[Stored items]
[Start of Attachment]

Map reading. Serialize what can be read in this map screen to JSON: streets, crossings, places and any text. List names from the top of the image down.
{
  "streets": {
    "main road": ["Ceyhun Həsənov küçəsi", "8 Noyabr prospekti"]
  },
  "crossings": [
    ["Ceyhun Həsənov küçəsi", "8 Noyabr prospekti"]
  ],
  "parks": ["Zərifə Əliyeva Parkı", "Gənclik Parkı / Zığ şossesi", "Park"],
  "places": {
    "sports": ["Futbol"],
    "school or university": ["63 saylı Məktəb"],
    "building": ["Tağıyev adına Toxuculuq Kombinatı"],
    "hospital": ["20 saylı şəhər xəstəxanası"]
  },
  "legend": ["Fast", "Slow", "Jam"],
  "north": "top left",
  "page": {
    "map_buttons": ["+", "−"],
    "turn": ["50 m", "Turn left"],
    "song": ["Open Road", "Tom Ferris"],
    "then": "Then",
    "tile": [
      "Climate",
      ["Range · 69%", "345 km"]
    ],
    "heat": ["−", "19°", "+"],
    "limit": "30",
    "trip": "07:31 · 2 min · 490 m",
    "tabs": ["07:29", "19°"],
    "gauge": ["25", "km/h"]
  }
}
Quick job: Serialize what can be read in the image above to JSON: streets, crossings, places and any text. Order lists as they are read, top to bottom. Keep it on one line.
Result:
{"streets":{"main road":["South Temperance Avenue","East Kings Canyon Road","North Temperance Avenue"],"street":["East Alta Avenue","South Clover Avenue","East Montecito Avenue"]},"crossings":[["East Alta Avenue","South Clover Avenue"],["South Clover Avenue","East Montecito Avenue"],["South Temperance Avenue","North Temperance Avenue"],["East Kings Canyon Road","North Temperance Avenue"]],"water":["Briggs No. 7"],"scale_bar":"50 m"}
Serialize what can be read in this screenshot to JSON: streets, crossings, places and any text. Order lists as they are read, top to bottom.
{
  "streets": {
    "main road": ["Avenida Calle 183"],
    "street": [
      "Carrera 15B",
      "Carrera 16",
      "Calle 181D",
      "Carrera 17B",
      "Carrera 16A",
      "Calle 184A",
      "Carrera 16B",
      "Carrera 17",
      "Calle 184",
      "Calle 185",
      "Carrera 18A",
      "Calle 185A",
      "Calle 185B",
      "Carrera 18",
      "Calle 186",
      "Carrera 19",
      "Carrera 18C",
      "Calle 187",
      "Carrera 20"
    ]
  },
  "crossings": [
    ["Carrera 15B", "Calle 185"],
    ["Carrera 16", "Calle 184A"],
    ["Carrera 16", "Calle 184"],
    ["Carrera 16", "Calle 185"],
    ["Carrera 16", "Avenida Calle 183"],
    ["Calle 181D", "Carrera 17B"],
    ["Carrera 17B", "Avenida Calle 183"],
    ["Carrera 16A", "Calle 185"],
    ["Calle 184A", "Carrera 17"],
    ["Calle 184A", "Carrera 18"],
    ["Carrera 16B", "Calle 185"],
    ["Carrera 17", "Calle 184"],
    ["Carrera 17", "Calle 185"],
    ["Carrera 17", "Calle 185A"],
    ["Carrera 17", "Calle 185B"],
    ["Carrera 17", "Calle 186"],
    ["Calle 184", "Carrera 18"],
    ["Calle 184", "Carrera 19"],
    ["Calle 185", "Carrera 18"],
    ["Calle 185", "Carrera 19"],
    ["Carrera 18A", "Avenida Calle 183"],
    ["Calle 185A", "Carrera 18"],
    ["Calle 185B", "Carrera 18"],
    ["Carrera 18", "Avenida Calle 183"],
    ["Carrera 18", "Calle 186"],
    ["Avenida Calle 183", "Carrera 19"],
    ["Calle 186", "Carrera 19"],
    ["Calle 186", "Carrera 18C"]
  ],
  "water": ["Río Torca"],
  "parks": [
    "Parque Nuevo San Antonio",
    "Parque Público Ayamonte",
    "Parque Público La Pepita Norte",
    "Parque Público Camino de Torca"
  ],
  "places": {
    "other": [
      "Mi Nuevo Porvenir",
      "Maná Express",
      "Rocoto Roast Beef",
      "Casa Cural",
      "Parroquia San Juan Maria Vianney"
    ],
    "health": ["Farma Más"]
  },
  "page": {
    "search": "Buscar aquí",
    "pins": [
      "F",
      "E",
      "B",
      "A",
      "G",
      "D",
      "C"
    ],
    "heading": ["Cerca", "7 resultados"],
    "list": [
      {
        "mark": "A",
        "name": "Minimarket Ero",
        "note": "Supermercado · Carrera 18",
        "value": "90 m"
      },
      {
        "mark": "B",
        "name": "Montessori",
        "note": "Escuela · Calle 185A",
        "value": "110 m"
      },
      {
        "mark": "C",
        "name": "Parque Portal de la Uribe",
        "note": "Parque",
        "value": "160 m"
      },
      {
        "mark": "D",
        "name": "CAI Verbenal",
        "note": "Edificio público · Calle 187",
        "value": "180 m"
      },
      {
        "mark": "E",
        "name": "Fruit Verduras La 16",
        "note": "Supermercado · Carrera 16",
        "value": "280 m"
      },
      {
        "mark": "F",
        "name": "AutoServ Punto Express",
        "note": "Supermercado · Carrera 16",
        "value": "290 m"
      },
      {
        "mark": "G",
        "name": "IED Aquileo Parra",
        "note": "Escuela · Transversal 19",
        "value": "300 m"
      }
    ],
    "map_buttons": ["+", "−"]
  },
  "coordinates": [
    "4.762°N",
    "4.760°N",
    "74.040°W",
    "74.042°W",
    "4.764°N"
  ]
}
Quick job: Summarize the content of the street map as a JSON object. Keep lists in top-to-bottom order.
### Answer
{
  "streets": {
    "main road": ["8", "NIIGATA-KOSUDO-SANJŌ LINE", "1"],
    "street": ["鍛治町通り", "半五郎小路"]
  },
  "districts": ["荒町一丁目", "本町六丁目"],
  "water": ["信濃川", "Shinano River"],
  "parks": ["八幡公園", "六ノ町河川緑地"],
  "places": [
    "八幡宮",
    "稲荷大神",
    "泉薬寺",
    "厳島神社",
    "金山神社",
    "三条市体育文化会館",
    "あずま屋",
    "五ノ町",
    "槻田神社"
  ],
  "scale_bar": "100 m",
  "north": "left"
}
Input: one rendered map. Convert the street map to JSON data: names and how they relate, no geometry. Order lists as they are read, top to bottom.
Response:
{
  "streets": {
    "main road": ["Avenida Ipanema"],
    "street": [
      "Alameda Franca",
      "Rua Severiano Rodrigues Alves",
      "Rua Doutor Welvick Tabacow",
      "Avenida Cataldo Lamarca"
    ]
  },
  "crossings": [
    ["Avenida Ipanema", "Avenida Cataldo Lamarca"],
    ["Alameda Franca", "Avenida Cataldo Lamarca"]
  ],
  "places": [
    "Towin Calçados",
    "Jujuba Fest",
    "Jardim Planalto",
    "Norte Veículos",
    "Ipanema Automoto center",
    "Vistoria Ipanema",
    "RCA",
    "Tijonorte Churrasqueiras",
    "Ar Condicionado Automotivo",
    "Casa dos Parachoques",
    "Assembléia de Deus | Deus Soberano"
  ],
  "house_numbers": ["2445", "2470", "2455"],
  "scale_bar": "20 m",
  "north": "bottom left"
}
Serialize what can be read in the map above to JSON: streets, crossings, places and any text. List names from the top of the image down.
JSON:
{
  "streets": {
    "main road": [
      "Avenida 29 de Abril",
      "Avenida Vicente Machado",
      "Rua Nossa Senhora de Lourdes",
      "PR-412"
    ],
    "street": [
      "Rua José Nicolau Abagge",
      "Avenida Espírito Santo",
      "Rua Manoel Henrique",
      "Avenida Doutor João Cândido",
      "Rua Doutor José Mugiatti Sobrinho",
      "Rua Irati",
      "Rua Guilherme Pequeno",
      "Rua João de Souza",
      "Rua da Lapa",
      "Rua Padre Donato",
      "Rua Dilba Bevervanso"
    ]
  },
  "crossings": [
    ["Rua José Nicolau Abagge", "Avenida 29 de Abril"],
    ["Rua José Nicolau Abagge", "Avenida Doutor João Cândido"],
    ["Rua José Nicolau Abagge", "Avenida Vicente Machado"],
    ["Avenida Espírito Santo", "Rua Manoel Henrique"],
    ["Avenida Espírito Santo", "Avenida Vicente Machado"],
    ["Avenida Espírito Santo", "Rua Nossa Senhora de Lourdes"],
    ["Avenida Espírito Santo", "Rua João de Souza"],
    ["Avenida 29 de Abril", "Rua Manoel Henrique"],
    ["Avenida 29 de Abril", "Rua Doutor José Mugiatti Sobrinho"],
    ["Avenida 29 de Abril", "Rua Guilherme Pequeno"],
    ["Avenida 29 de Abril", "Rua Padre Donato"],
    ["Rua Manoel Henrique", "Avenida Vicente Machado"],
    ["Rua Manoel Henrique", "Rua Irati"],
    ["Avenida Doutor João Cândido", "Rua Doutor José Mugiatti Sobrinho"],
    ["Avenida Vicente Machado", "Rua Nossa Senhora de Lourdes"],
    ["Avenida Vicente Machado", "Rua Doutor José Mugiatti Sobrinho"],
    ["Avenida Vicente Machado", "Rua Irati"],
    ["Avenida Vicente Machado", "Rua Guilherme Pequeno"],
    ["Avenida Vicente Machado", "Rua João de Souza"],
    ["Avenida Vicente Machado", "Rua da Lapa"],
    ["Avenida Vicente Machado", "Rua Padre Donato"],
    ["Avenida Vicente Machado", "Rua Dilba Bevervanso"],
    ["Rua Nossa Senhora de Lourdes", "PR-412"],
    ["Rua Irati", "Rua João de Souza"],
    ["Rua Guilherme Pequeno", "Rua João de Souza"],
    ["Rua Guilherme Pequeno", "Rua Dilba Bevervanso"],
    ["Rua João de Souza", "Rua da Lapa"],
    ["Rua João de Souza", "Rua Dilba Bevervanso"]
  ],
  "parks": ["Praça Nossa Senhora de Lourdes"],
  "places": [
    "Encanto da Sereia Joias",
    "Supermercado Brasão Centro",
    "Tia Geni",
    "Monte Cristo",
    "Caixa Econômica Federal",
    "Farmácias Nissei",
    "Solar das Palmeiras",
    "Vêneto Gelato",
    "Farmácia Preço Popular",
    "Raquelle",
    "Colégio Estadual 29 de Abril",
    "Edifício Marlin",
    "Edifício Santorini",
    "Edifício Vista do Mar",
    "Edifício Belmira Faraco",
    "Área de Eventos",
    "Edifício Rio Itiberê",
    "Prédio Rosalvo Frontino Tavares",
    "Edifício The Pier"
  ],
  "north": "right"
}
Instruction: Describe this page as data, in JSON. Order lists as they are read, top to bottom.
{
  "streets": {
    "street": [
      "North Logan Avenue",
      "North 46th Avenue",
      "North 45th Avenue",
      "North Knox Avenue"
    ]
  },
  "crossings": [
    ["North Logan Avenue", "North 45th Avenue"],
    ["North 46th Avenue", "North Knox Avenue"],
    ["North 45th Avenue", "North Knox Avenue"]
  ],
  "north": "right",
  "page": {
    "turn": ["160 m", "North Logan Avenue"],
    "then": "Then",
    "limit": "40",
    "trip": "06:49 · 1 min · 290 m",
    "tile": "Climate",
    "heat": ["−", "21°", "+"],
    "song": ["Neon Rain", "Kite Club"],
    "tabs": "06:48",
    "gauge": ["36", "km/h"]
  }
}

[End of Attachment]

→ **What needs to be done**: Quote exactly the first line of the data and every line after it through the one holding "Quick job: Serialize".

→ **Answer for this exercise**:
Map reading. Serialize what can be read in this map screen to JSON: streets, crossings, places and any text. List names from the top of the image down.
{
  "streets": {
    "main road": ["Ceyhun Həsənov küçəsi", "8 Noyabr prospekti"]
  },
  "crossings": [
    ["Ceyhun Həsənov küçəsi", "8 Noyabr prospekti"]
  ],
  "parks": ["Zərifə Əliyeva Parkı", "Gənclik Parkı / Zığ şossesi", "Park"],
  "places": {
    "sports": ["Futbol"],
    "school or university": ["63 saylı Məktəb"],
    "building": ["Tağıyev adına Toxuculuq Kombinatı"],
    "hospital": ["20 saylı şəhər xəstəxanası"]
  },
  "legend": ["Fast", "Slow", "Jam"],
  "north": "top left",
  "page": {
    "map_buttons": ["+", "−"],
    "turn": ["50 m", "Turn left"],
    "song": ["Open Road", "Tom Ferris"],
    "then": "Then",
    "tile": [
      "Climate",
      ["Range · 69%", "345 km"]
    ],
    "heat": ["−", "19°", "+"],
    "limit": "30",
    "trip": "07:31 · 2 min · 490 m",
    "tabs": ["07:29", "19°"],
    "gauge": ["25", "km/h"]
  }
}
Quick job: Serialize what can be read in the image above to JSON: streets, crossings, places and any text. Order lists as they are read, top to bottom. Keep it on one line.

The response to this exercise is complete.